● **YOUR GOAL**:
Filter the data for lines with the word "hand" and copy those lines.

● **ENTRIES SHOWN**:
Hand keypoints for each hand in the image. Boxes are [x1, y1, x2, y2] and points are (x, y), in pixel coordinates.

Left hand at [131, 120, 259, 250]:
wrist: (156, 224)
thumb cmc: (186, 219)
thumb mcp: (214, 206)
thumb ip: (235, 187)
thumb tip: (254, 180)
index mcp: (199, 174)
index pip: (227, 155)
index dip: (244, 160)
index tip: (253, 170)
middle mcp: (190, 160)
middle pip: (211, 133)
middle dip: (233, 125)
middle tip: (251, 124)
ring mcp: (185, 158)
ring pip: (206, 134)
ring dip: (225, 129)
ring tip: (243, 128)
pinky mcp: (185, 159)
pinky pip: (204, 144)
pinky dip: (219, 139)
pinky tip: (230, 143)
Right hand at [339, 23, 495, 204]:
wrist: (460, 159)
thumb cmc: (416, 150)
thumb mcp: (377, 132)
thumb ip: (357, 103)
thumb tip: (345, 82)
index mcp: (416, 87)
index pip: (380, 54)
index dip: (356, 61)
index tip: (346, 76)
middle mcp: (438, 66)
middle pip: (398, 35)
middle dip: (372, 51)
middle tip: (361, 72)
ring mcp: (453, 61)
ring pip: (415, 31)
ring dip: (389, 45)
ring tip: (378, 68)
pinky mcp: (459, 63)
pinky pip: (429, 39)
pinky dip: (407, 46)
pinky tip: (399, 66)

● **REPLY TO THE EXERCISE**:
Hand keypoints for each hand in the image. Boxes are [x1, y1, x2, y2] and points are (x, y), in pixel coordinates.
Left hand at [131, 120, 259, 250]:
Right hand at [339, 23, 495, 204]:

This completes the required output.